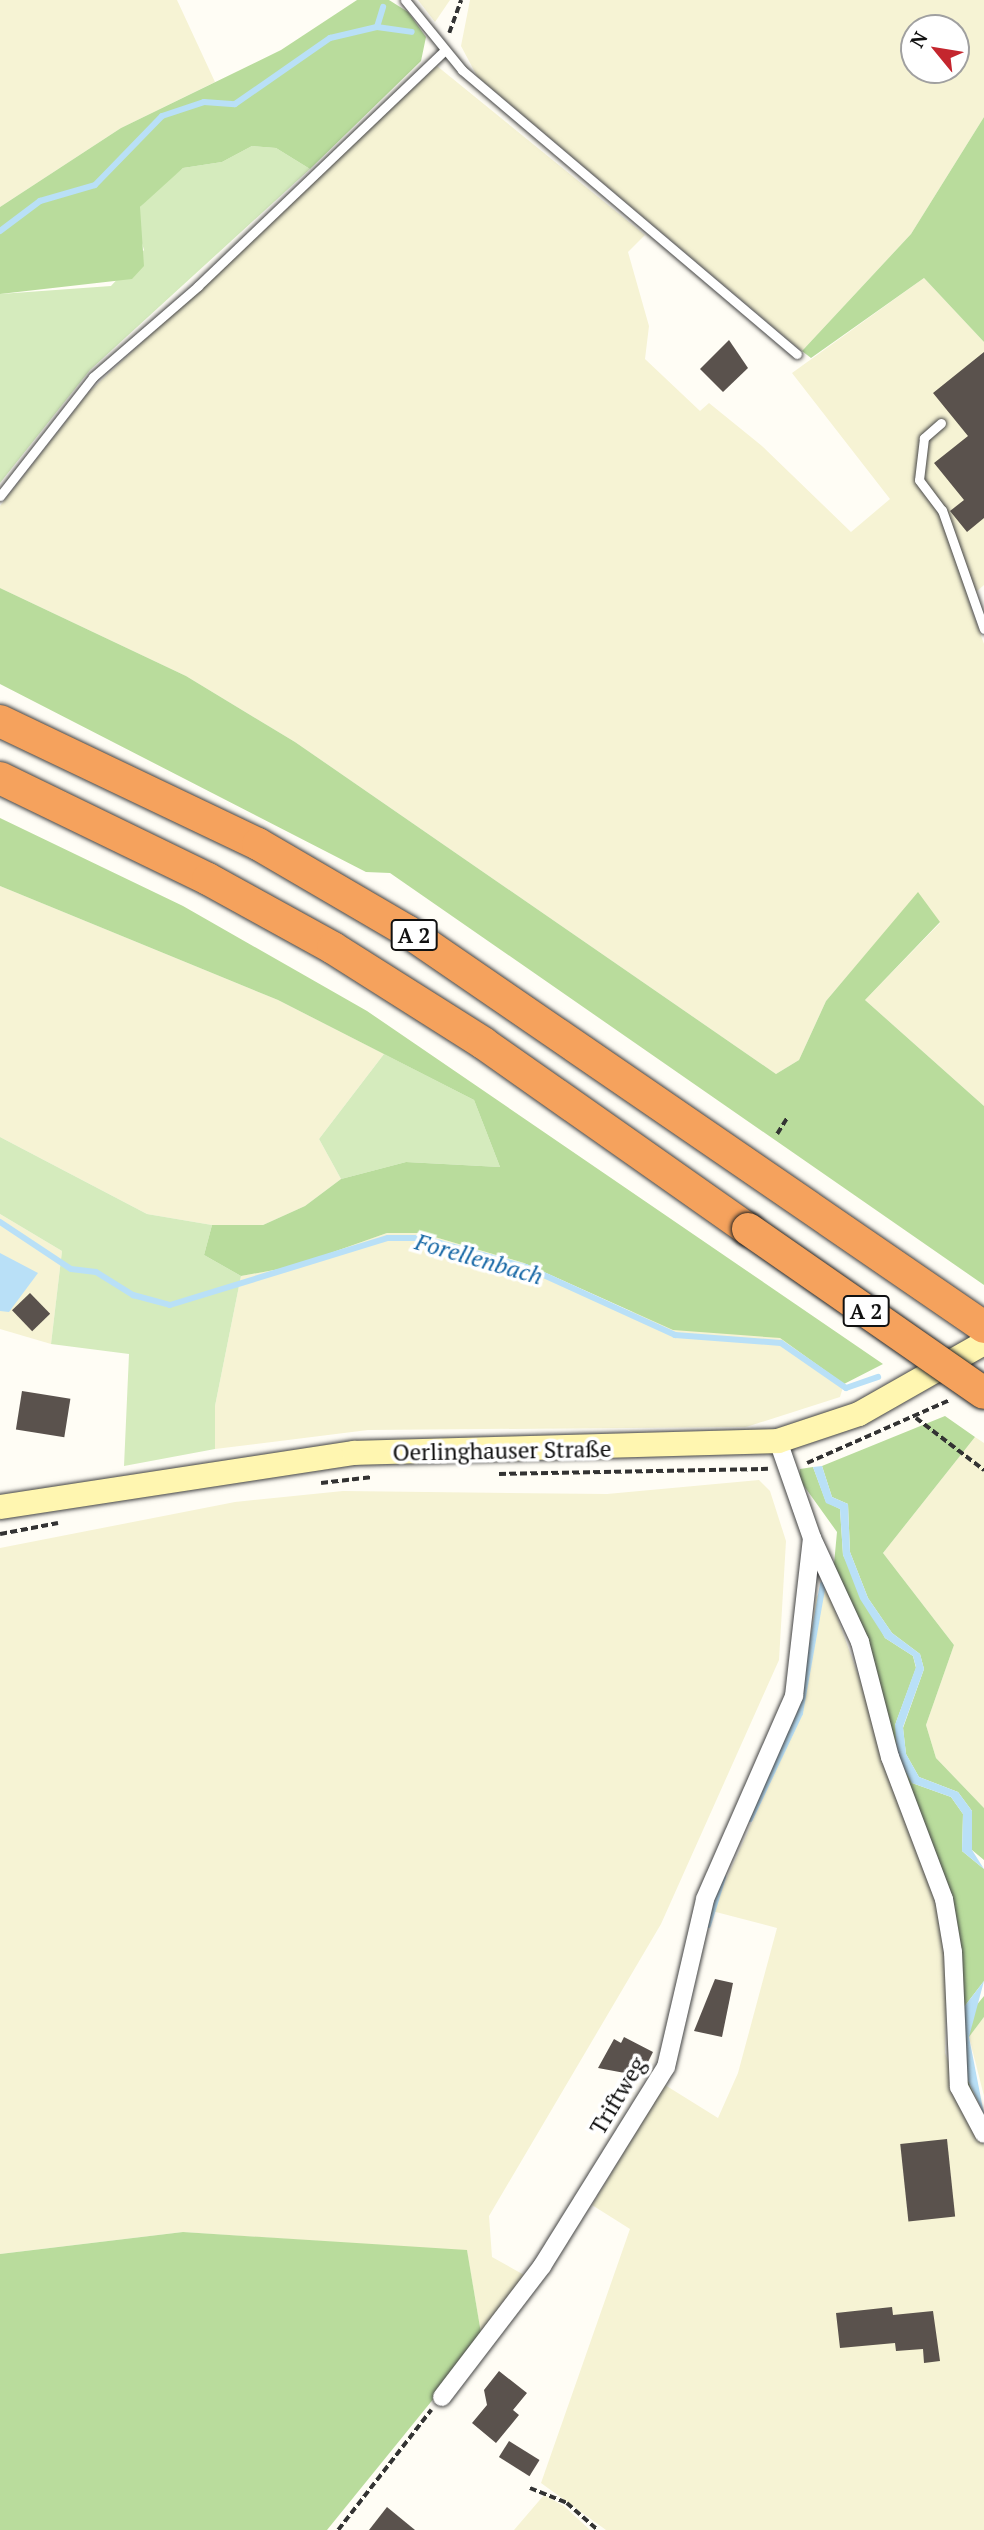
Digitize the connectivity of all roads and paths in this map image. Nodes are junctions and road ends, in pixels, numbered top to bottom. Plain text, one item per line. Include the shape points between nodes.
1 (405, 0) edge
2 (461, 0) edge
3 (443, 51) junction
4 (797, 354) dead end
5 (941, 423) dead end
6 (0, 496) edge
7 (984, 629) edge
8 (0, 721) edge
9 (0, 778) edge
10 (787, 1118) dead end
11 (777, 1133) dead end
12 (984, 1327) edge
13 (984, 1343) edge
14 (974, 1392) edge
15 (916, 1418) junction
16 (778, 1441) junction
17 (784, 1468) junction
18 (984, 1470) edge
19 (487, 1474) dead end
20 (382, 1476) dead end
21 (317, 1483) dead end
22 (0, 1507) edge
23 (62, 1522) dead end
24 (0, 1534) edge
25 (812, 1538) junction
26 (984, 2134) edge
27 (442, 2397) joint
28 (530, 2488) dead end
29 (338, 2530) edge
30 (598, 2530) edge

1 - 3 lane
2 - 3 path
3 - 4 lane
3 - 6 lane via 198,286 93,377
5 - 7 lane via 924,438 919,481 942,510
8 - 12 highway, A 2 via 258,844 408,931
9 - 14 highway, A 2, bridge via 208,879 333,948 483,1043
10 - 11 path
13 - 16 main road, Oerlinghauser Straße via 859,1414
14 - 15 path
15 - 17 path
15 - 18 path
16 - 17 street, Triftweg
16 - 22 main road, Oerlinghauser Straße via 354,1453
17 - 19 path
17 - 25 street, Triftweg
20 - 21 path
23 - 24 path
25 - 26 street, Triftweg via 860,1642 890,1757 944,1899 953,1952 959,2087
25 - 27 street, Triftweg via 794,1696 705,1899 666,2067 542,2266
27 - 29 path
28 - 30 path via 566,2503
____________________
Some lines above contain the word "dead". Copy each of them.

4 (797, 354) dead end
5 (941, 423) dead end
10 (787, 1118) dead end
11 (777, 1133) dead end
19 (487, 1474) dead end
20 (382, 1476) dead end
21 (317, 1483) dead end
23 (62, 1522) dead end
28 (530, 2488) dead end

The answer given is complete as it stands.